What you will do: Restate the data below word for word, omitting pictures.

Stored items from a collection:
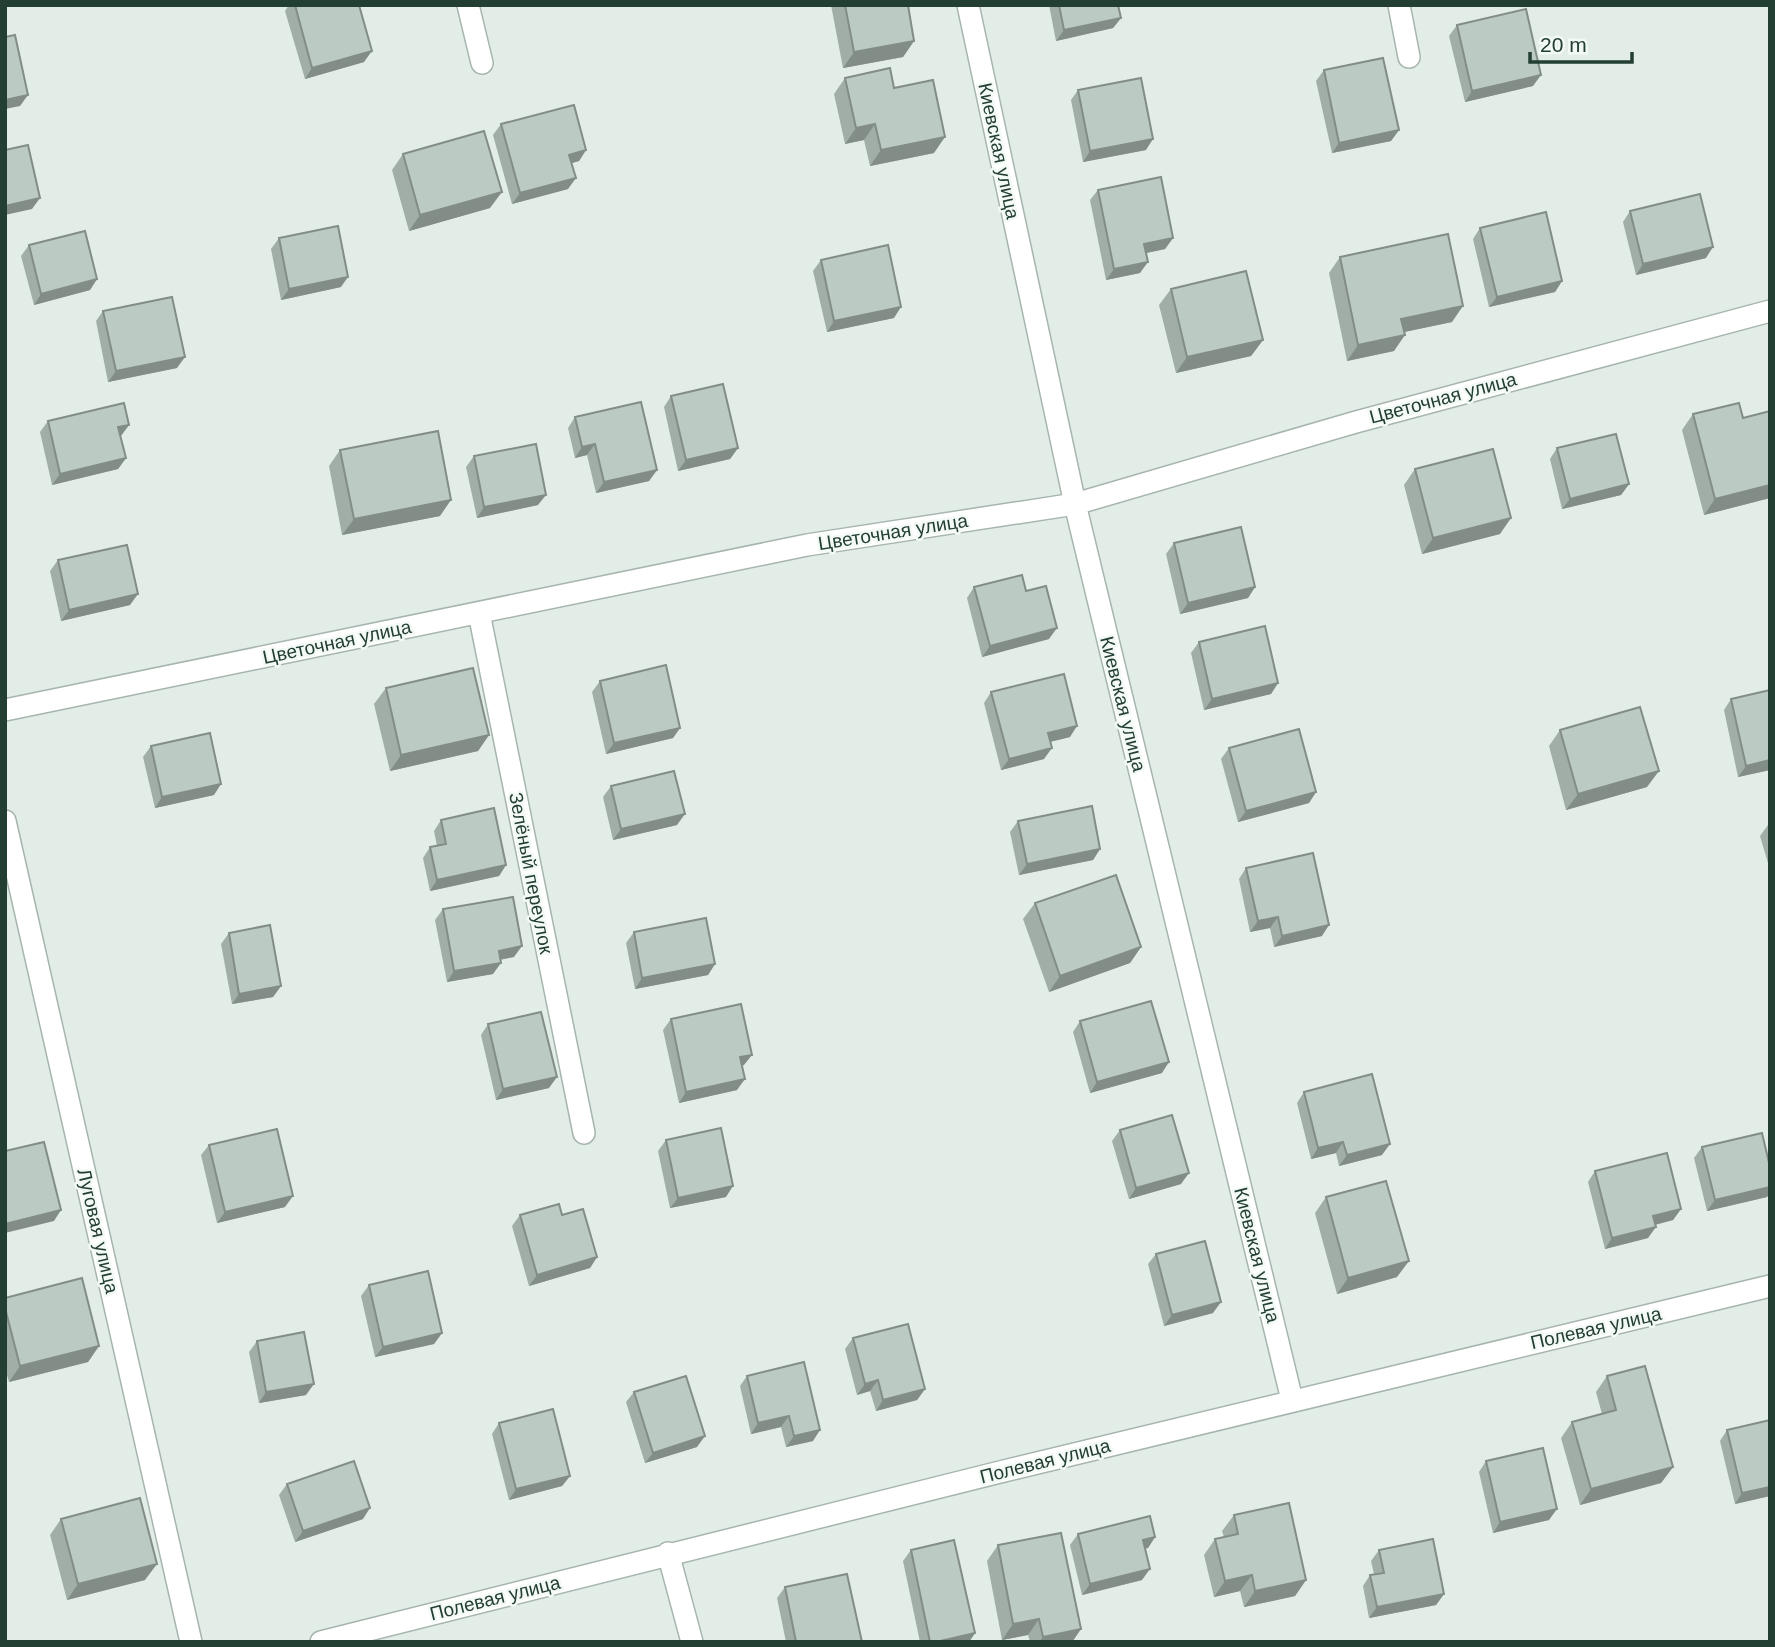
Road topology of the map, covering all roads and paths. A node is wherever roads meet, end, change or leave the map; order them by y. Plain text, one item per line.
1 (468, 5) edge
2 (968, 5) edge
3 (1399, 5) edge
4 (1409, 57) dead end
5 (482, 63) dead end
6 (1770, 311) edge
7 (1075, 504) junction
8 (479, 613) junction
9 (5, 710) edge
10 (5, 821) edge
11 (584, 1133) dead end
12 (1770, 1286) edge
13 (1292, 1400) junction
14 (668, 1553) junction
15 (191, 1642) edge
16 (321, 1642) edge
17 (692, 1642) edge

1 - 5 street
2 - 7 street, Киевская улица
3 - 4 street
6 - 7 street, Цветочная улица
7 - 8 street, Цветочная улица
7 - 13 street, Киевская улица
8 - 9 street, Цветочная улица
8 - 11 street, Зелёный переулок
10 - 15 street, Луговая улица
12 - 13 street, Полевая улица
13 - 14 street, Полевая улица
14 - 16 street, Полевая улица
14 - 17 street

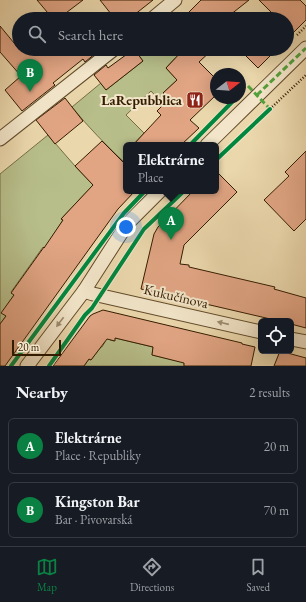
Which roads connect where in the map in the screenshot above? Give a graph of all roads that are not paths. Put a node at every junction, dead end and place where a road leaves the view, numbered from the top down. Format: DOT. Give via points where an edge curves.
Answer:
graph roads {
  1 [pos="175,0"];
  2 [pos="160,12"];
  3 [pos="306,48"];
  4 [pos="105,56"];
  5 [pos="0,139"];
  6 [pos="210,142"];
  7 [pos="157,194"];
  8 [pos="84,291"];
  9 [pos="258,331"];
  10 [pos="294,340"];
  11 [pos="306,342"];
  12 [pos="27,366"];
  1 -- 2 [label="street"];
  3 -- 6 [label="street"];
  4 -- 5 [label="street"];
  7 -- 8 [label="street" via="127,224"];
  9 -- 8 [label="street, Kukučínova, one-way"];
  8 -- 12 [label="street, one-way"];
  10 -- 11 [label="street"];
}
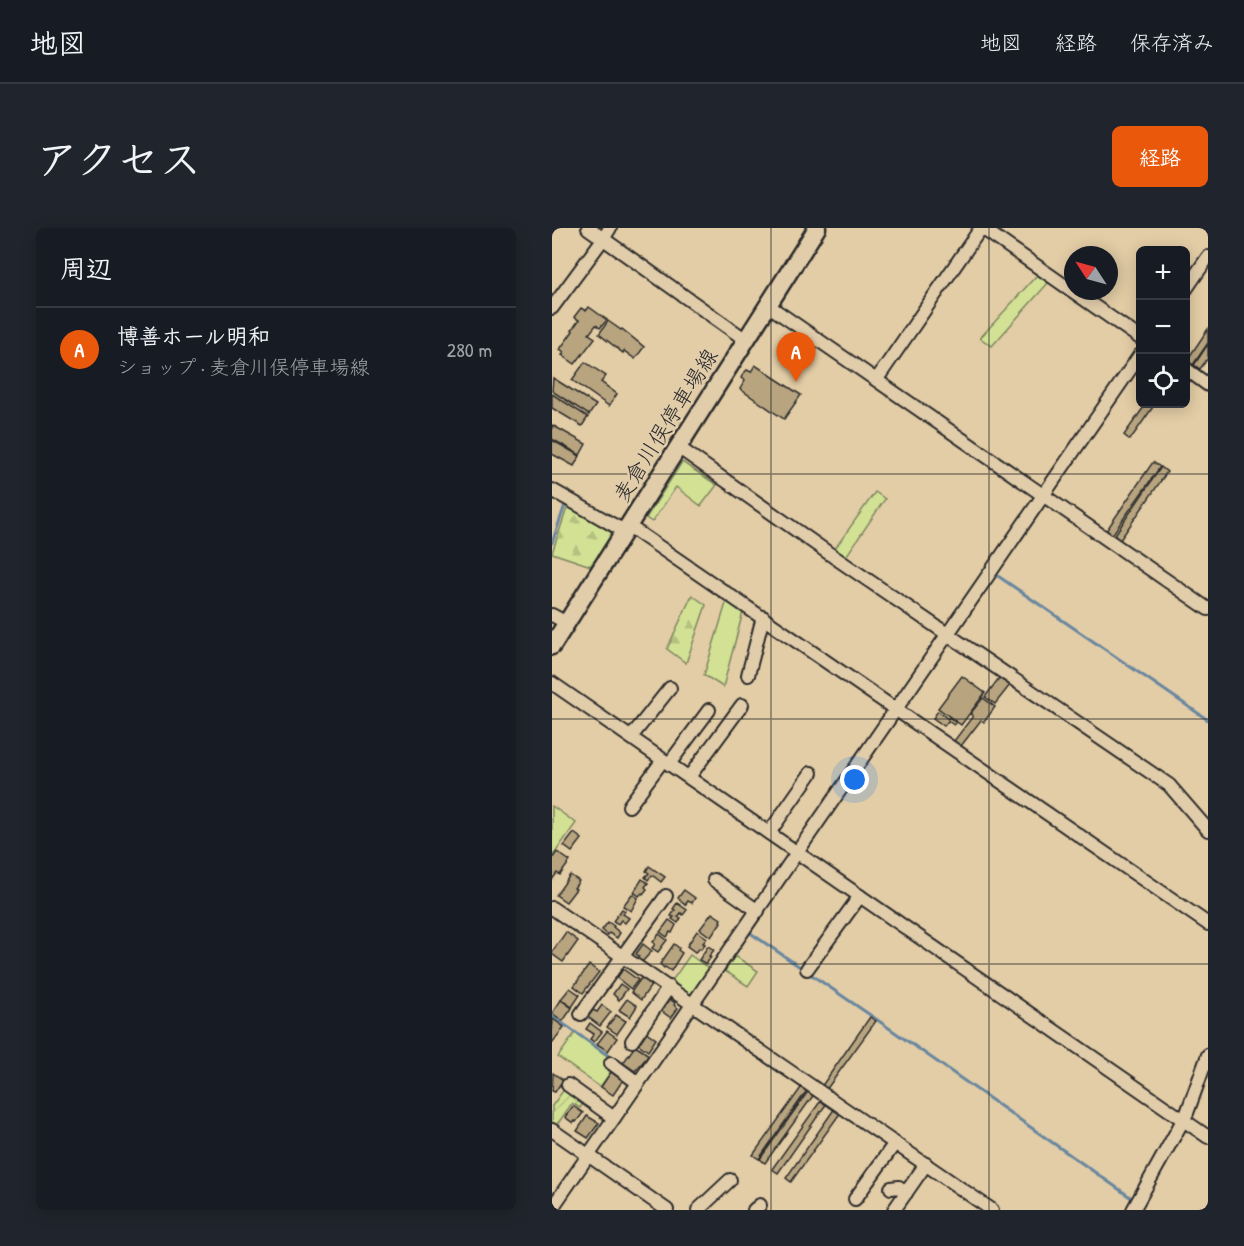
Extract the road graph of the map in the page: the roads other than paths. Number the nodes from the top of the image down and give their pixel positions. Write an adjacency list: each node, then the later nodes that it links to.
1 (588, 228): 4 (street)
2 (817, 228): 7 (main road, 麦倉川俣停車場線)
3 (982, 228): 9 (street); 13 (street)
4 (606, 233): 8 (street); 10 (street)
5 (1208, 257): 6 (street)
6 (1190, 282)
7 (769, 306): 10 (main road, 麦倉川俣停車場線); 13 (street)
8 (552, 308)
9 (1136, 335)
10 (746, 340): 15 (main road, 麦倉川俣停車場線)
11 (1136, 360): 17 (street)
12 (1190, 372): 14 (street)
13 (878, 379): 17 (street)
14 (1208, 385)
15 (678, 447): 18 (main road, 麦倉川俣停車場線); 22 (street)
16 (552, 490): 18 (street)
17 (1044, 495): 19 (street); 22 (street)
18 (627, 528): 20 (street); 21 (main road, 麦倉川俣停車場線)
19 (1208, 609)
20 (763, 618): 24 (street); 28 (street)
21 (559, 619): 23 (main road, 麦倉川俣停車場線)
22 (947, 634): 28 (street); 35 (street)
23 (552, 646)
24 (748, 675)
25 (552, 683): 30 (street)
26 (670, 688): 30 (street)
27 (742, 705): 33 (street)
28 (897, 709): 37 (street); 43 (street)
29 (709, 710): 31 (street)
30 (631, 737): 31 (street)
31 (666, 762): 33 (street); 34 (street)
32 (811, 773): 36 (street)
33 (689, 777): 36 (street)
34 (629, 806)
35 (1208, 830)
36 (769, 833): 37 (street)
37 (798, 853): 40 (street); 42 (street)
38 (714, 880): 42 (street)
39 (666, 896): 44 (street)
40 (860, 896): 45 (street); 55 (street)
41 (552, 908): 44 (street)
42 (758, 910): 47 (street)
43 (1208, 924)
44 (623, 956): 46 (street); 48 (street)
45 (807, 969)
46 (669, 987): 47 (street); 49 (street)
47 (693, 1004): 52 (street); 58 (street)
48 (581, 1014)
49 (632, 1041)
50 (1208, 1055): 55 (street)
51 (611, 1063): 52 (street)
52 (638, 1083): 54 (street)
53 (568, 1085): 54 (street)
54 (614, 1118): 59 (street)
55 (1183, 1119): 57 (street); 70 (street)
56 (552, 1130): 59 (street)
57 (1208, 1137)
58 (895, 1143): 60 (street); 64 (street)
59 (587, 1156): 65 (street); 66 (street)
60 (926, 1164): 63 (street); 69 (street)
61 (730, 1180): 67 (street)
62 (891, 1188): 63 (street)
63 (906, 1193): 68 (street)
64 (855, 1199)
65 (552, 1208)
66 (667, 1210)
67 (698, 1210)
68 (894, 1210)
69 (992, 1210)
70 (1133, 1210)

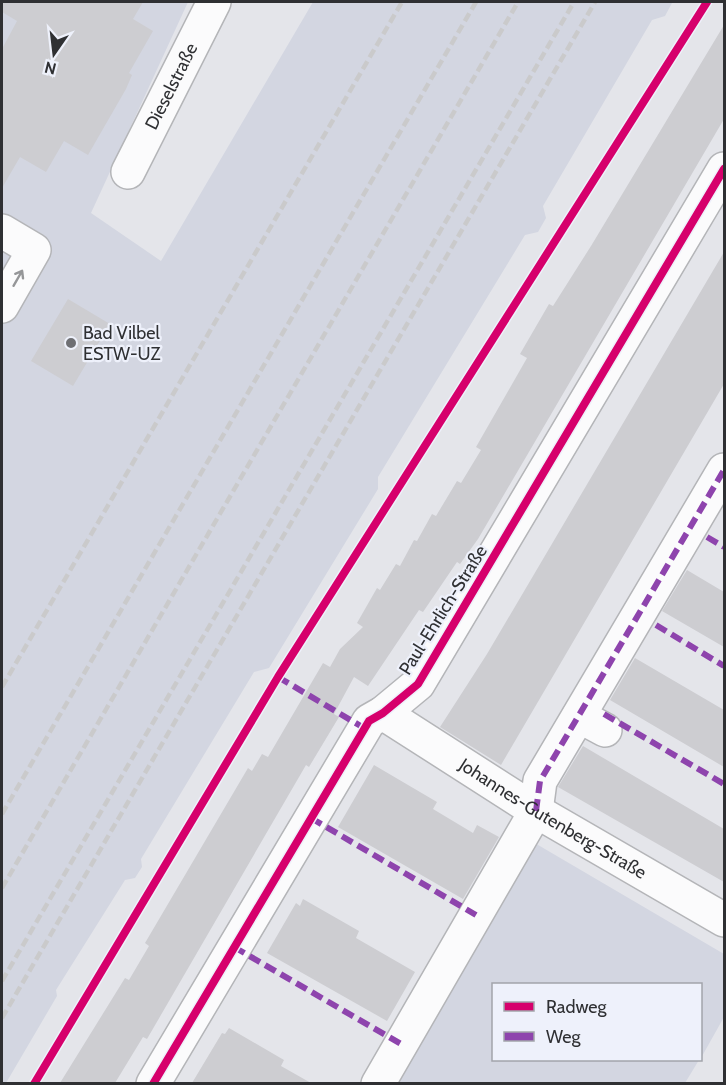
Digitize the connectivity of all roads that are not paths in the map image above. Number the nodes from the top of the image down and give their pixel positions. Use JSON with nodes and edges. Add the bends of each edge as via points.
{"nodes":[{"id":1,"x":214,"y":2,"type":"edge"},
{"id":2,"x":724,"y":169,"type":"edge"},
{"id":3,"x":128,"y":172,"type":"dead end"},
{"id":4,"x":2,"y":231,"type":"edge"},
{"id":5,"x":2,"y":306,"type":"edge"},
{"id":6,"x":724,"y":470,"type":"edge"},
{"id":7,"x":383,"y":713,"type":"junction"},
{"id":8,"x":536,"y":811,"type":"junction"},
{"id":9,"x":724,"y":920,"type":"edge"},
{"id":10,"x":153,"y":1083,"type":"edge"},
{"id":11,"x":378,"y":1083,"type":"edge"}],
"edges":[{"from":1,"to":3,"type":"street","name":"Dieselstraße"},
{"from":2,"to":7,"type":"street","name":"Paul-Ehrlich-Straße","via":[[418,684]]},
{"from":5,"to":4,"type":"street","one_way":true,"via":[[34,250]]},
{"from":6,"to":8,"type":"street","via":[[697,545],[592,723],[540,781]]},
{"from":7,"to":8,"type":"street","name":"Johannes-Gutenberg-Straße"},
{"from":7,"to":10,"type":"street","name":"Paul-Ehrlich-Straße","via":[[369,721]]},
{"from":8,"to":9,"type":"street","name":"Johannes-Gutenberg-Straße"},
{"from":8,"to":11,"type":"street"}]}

Answer to the problem:
Road topology of the map, covering all roads and paths. A node is wherever roads meet, end, change or leave the map; order them by y. Plain text, one item per line.
1 (468, 5) edge
2 (968, 5) edge
3 (1399, 5) edge
4 (1409, 57) dead end
5 (482, 63) dead end
6 (1770, 311) edge
7 (1075, 504) junction
8 (479, 613) junction
9 (5, 710) edge
10 (5, 821) edge
11 (584, 1133) dead end
12 (1770, 1286) edge
13 (1292, 1400) junction
14 (668, 1553) junction
15 (191, 1642) edge
16 (321, 1642) edge
17 (692, 1642) edge

1 - 5 street
2 - 7 street, Киевская улица
3 - 4 street
6 - 7 street, Цветочная улица
7 - 8 street, Цветочная улица
7 - 13 street, Киевская улица
8 - 9 street, Цветочная улица
8 - 11 street, Зелёный переулок
10 - 15 street, Луговая улица
12 - 13 street, Полевая улица
13 - 14 street, Полевая улица
14 - 16 street, Полевая улица
14 - 17 street

Which roads connect where in the map in the screenshot above? Give a graph of all roads that are not paths. Put a node at every junction, dead end and place where a road leaves the view, numbered from the top down. Format: DOT. Give via points where an edge curves.
Answer:
graph roads {
  1 [pos="175,0"];
  2 [pos="160,12"];
  3 [pos="306,48"];
  4 [pos="105,56"];
  5 [pos="0,139"];
  6 [pos="210,142"];
  7 [pos="157,194"];
  8 [pos="84,291"];
  9 [pos="258,331"];
  10 [pos="294,340"];
  11 [pos="306,342"];
  12 [pos="27,366"];
  1 -- 2 [label="street"];
  3 -- 6 [label="street"];
  4 -- 5 [label="street"];
  7 -- 8 [label="street" via="127,224"];
  9 -- 8 [label="street, Kukučínova, one-way"];
  8 -- 12 [label="street, one-way"];
  10 -- 11 [label="street"];
}
Extract the road graph of the map in the page: the roads other than paths. Number the nodes from the top of the image down and give their pixel positions. Write an adjacency list: each node, then the later nodes that it links to.
1 (588, 228): 4 (street)
2 (817, 228): 7 (main road, 麦倉川俣停車場線)
3 (982, 228): 9 (street); 13 (street)
4 (606, 233): 8 (street); 10 (street)
5 (1208, 257): 6 (street)
6 (1190, 282)
7 (769, 306): 10 (main road, 麦倉川俣停車場線); 13 (street)
8 (552, 308)
9 (1136, 335)
10 (746, 340): 15 (main road, 麦倉川俣停車場線)
11 (1136, 360): 17 (street)
12 (1190, 372): 14 (street)
13 (878, 379): 17 (street)
14 (1208, 385)
15 (678, 447): 18 (main road, 麦倉川俣停車場線); 22 (street)
16 (552, 490): 18 (street)
17 (1044, 495): 19 (street); 22 (street)
18 (627, 528): 20 (street); 21 (main road, 麦倉川俣停車場線)
19 (1208, 609)
20 (763, 618): 24 (street); 28 (street)
21 (559, 619): 23 (main road, 麦倉川俣停車場線)
22 (947, 634): 28 (street); 35 (street)
23 (552, 646)
24 (748, 675)
25 (552, 683): 30 (street)
26 (670, 688): 30 (street)
27 (742, 705): 33 (street)
28 (897, 709): 37 (street); 43 (street)
29 (709, 710): 31 (street)
30 (631, 737): 31 (street)
31 (666, 762): 33 (street); 34 (street)
32 (811, 773): 36 (street)
33 (689, 777): 36 (street)
34 (629, 806)
35 (1208, 830)
36 (769, 833): 37 (street)
37 (798, 853): 40 (street); 42 (street)
38 (714, 880): 42 (street)
39 (666, 896): 44 (street)
40 (860, 896): 45 (street); 55 (street)
41 (552, 908): 44 (street)
42 (758, 910): 47 (street)
43 (1208, 924)
44 (623, 956): 46 (street); 48 (street)
45 (807, 969)
46 (669, 987): 47 (street); 49 (street)
47 (693, 1004): 52 (street); 58 (street)
48 (581, 1014)
49 (632, 1041)
50 (1208, 1055): 55 (street)
51 (611, 1063): 52 (street)
52 (638, 1083): 54 (street)
53 (568, 1085): 54 (street)
54 (614, 1118): 59 (street)
55 (1183, 1119): 57 (street); 70 (street)
56 (552, 1130): 59 (street)
57 (1208, 1137)
58 (895, 1143): 60 (street); 64 (street)
59 (587, 1156): 65 (street); 66 (street)
60 (926, 1164): 63 (street); 69 (street)
61 (730, 1180): 67 (street)
62 (891, 1188): 63 (street)
63 (906, 1193): 68 (street)
64 (855, 1199)
65 (552, 1208)
66 (667, 1210)
67 (698, 1210)
68 (894, 1210)
69 (992, 1210)
70 (1133, 1210)

Digitize the connectivity of all roads that are not paths in the map image above. Number the nodes from the top of the image down and give their pixel positions. Use JSON with nodes and edges. Add the bends of each edge as via points.
{"nodes":[{"id":1,"x":214,"y":2,"type":"edge"},
{"id":2,"x":724,"y":169,"type":"edge"},
{"id":3,"x":128,"y":172,"type":"dead end"},
{"id":4,"x":2,"y":231,"type":"edge"},
{"id":5,"x":2,"y":306,"type":"edge"},
{"id":6,"x":724,"y":470,"type":"edge"},
{"id":7,"x":383,"y":713,"type":"junction"},
{"id":8,"x":536,"y":811,"type":"junction"},
{"id":9,"x":724,"y":920,"type":"edge"},
{"id":10,"x":153,"y":1083,"type":"edge"},
{"id":11,"x":378,"y":1083,"type":"edge"}],
"edges":[{"from":1,"to":3,"type":"street","name":"Dieselstraße"},
{"from":2,"to":7,"type":"street","name":"Paul-Ehrlich-Straße","via":[[418,684]]},
{"from":5,"to":4,"type":"street","one_way":true,"via":[[34,250]]},
{"from":6,"to":8,"type":"street","via":[[697,545],[592,723],[540,781]]},
{"from":7,"to":8,"type":"street","name":"Johannes-Gutenberg-Straße"},
{"from":7,"to":10,"type":"street","name":"Paul-Ehrlich-Straße","via":[[369,721]]},
{"from":8,"to":9,"type":"street","name":"Johannes-Gutenberg-Straße"},
{"from":8,"to":11,"type":"street"}]}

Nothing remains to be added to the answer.